Your task – Search the data for lines holding the word "GYEONGGANG". State how many there are, and nothing else.

Records for processing –

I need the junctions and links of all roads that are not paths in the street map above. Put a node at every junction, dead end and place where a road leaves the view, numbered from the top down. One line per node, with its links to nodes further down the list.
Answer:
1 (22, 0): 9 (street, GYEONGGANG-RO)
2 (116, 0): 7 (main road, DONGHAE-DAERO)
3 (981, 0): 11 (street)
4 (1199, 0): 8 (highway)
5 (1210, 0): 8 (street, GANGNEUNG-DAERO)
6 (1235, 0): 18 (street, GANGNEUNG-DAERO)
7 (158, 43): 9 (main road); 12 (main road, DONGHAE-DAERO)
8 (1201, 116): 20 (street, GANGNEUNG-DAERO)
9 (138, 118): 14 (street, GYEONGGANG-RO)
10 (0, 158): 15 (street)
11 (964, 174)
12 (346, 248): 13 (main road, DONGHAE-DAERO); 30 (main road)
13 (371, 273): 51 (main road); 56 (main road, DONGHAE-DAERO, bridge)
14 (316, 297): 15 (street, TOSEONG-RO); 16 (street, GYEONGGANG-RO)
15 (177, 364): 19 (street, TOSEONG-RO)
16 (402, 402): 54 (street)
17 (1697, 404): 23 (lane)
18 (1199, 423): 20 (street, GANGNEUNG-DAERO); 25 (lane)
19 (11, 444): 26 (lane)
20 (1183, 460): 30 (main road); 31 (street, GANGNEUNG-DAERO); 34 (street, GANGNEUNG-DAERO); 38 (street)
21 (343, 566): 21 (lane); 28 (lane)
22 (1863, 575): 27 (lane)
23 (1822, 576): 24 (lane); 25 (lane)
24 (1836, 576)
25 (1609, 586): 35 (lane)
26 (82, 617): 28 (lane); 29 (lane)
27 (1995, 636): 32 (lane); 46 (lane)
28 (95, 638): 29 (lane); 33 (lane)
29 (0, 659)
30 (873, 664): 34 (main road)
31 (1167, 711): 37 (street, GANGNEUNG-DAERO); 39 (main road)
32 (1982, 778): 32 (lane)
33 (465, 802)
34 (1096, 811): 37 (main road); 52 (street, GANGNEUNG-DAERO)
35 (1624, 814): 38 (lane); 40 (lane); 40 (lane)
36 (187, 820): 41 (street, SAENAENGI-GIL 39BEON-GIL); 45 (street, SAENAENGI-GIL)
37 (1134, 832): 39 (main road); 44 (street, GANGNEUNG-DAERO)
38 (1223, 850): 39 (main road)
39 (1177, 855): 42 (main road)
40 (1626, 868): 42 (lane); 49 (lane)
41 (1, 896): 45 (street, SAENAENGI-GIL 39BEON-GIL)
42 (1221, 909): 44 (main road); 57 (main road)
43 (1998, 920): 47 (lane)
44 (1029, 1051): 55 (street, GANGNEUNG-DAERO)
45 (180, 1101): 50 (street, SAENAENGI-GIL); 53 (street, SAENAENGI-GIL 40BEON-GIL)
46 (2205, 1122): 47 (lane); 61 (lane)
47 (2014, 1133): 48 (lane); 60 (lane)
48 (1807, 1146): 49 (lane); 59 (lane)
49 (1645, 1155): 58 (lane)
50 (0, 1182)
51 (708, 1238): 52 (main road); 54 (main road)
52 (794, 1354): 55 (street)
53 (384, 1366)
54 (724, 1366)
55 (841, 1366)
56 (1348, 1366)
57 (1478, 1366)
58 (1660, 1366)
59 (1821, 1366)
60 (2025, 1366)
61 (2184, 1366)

Answer area – 3